Humboldt's Gift (1976 Pulitzer Prize) - Saul Bellow [6]
Madly excited, I looked diffident. Of course I was in a state of intense preparation and hoped to knock everybody dead. Each morning at the Fuller Brush sales-team pep meeting we said in unison, “I’m fine and dandy, how are you?” But I actually was fine and dandy. I didn’t have to put it on. I couldn’t have been more eager—eager to greet housewives, eager to come in and see their kitchens, eager to hear their tales and their complaints. The passionate hypochondria of Jewish women was new to me then, I was keen to hear about their tumors and their swollen legs. I wanted them to tell me about marriage, childbirth, money, sickness, and death. Yes, I tried to put them into categories as I sat there drinking coffee. They were petty bourgeois, husband-killers, social climbers, hysterics, etcetera. But it was no use, this analytical skepticism. I was too enthusiastic. So I eagerly peddled my brushes, and just as eagerly I went to the Village at night and listened to the finest talkers in New York—Schapiro, Hook, Rahv, Huggins, and Gumbein. Under their eloquence I sat like a cat in a recital hall. But Humboldt was the best of them all. He was simply the Mozart of conversation.

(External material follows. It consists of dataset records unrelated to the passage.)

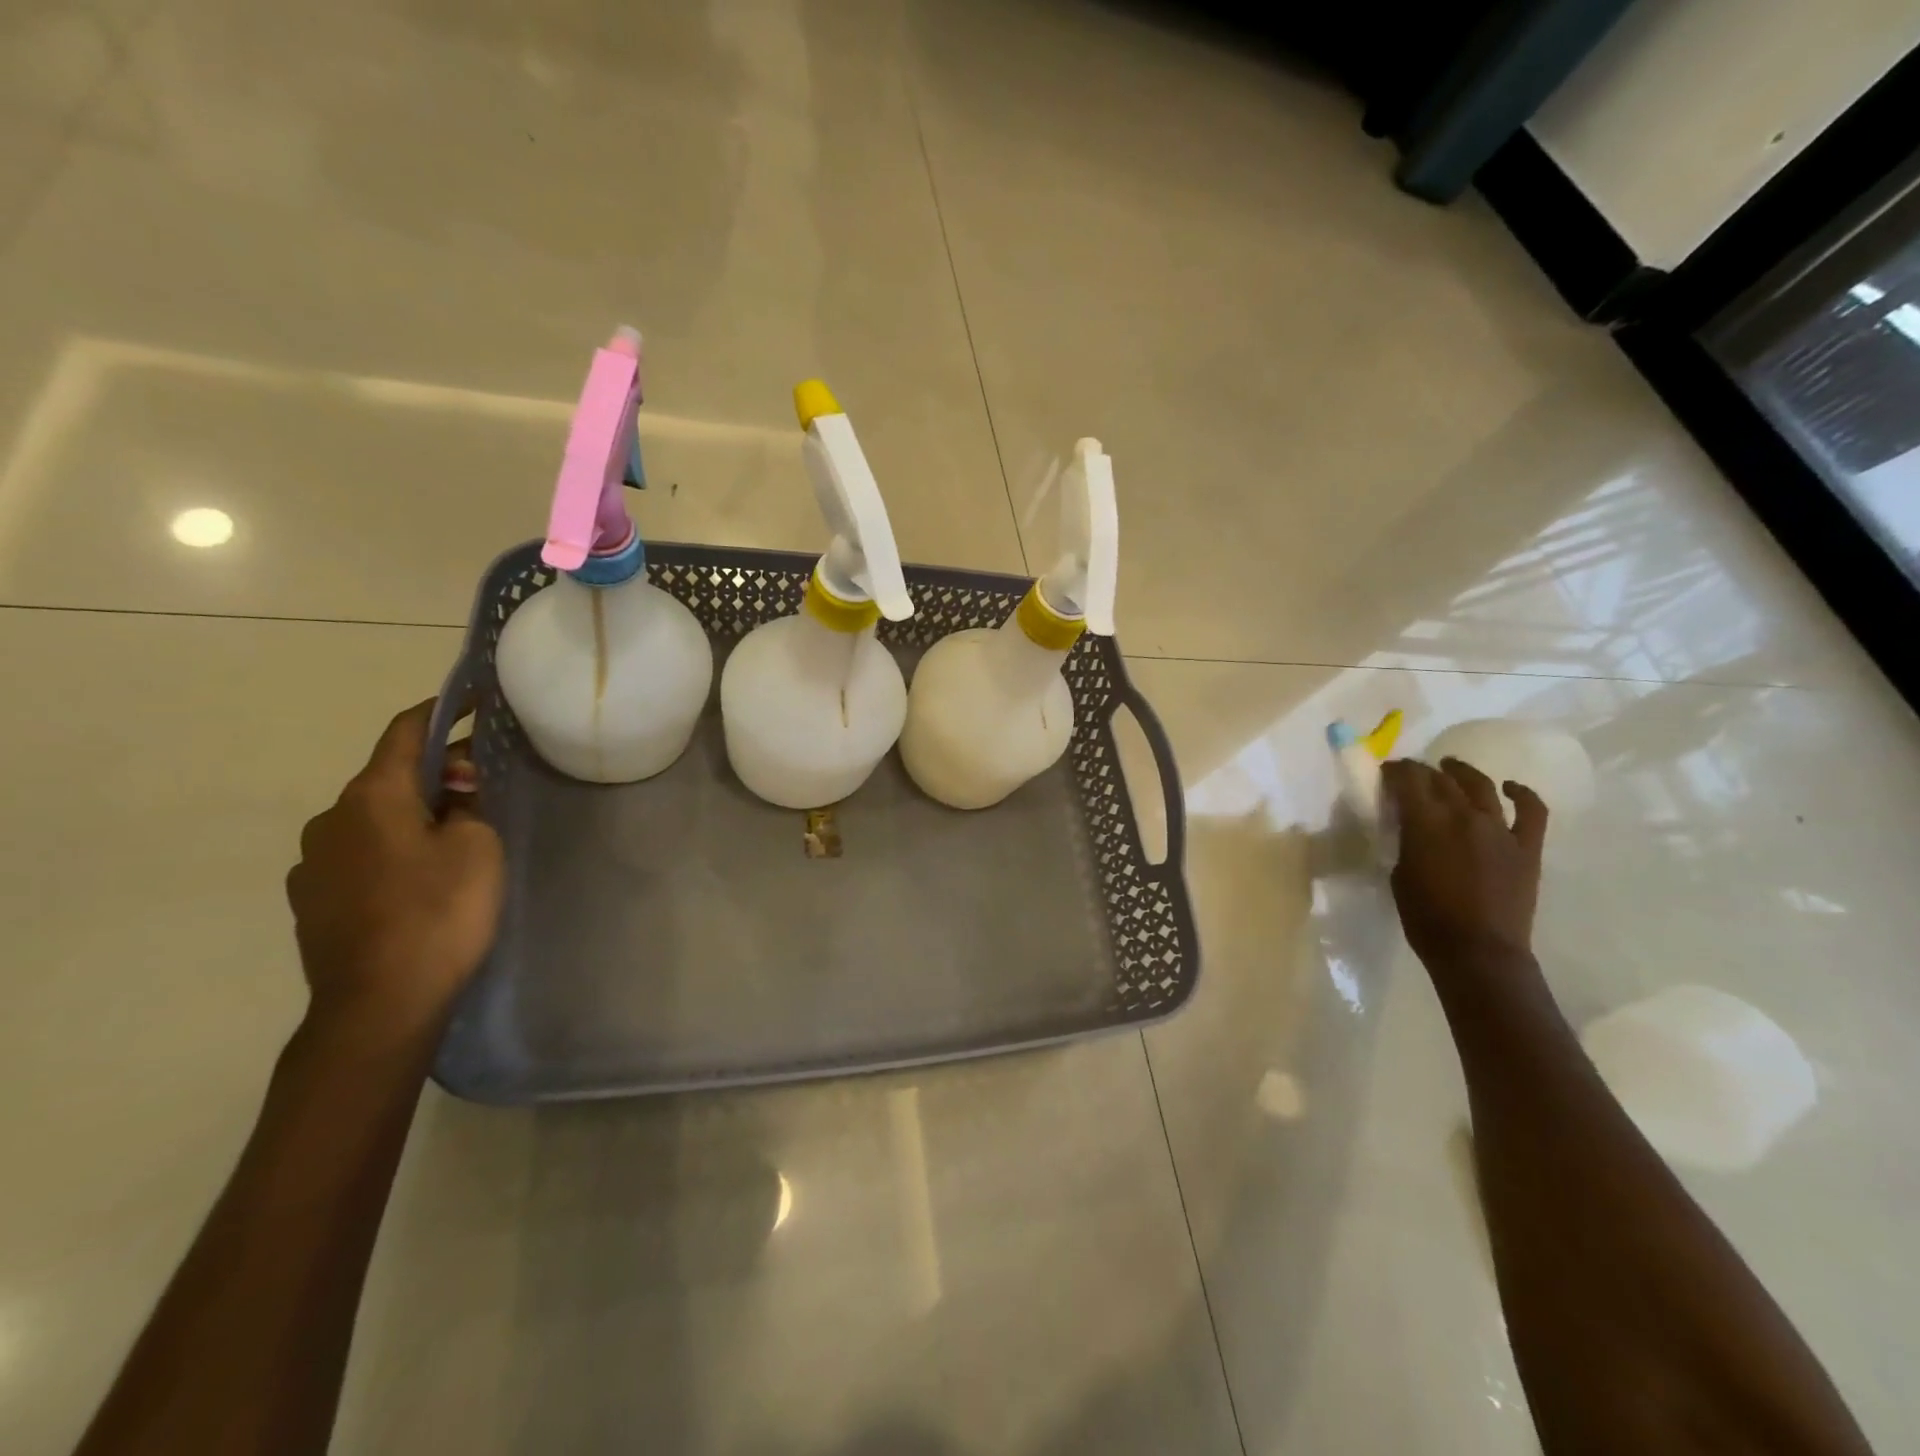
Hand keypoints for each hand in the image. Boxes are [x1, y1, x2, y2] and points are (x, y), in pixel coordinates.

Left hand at [286, 700, 504, 1042]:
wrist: (379, 1005)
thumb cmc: (438, 913)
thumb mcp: (476, 847)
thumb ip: (466, 807)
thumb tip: (451, 793)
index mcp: (370, 797)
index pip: (404, 733)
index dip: (441, 711)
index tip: (473, 700)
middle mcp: (329, 821)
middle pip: (389, 778)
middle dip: (435, 772)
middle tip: (482, 783)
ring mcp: (312, 865)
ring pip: (373, 820)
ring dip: (413, 814)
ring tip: (455, 837)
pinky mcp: (311, 902)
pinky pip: (360, 855)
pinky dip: (393, 849)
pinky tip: (421, 878)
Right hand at [1382, 757, 1547, 972]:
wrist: (1478, 952)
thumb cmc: (1426, 918)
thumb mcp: (1400, 874)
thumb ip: (1407, 842)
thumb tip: (1410, 826)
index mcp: (1426, 824)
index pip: (1409, 781)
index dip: (1396, 770)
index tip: (1387, 770)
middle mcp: (1464, 817)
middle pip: (1442, 780)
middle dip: (1423, 771)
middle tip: (1412, 773)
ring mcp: (1500, 830)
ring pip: (1481, 786)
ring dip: (1463, 773)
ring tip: (1452, 767)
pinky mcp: (1526, 847)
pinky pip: (1531, 811)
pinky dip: (1522, 794)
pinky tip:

On the ferryboat Humboldt said, “I made it too young, I’m in trouble.” He was off then. His spiel took in Freud, Heine, Wagner, Goethe in Italy, Lenin’s dead brother, Wild Bill Hickok’s costumes, the New York Giants, Ring Lardner on grand opera, Swinburne on flagellation, and John D. Rockefeller on religion. In the midst of these variations the theme was always ingeniously and excitingly retrieved. That afternoon the streets looked ashen but the deck of the ferry was bright gray. Humboldt was slovenly and grand, his mind undulating like the water and the waves of blond hair rising on his head, his face with widely separated gray eyes white and tense, his hands deep in his pockets, and his feet in polo boots set close together.
If Scott Fitzgerald had been a Protestant, said Humboldt, Success wouldn’t have damaged him so much. Look at Rockefeller Senior, he knew how to handle Success, he simply said that God had given him all his dough. Of course that was stewardship. That was Calvinism. Once he had spoken of Calvinism, Humboldt was bound to go on to Grace and Depravity. From Depravity he moved to Henry Adams, who said that in a few decades mechanical progress would break our necks anyway, and from Henry Adams he went into the question of eminence in an age of revolutions, melting pots, and masses, and from this he turned to Tocqueville, Horatio Alger, and Ruggles of Red Gap. Movie-mad Humboldt followed Screen Gossip magazine. He personally remembered Mae Murray like a goddess in sequins on the stage of Loew’s inviting kids to visit her in California. “She starred in The Queen of Tasmania and Circe the Enchantress, but she ended as a poorhouse crone. And what about what’s-his-name who killed himself in the hospital? He took a fork and hammered it into his heart with the heel of his shoe, poor fellow!”
This was sad. But I didn’t really care how many people bit the dust.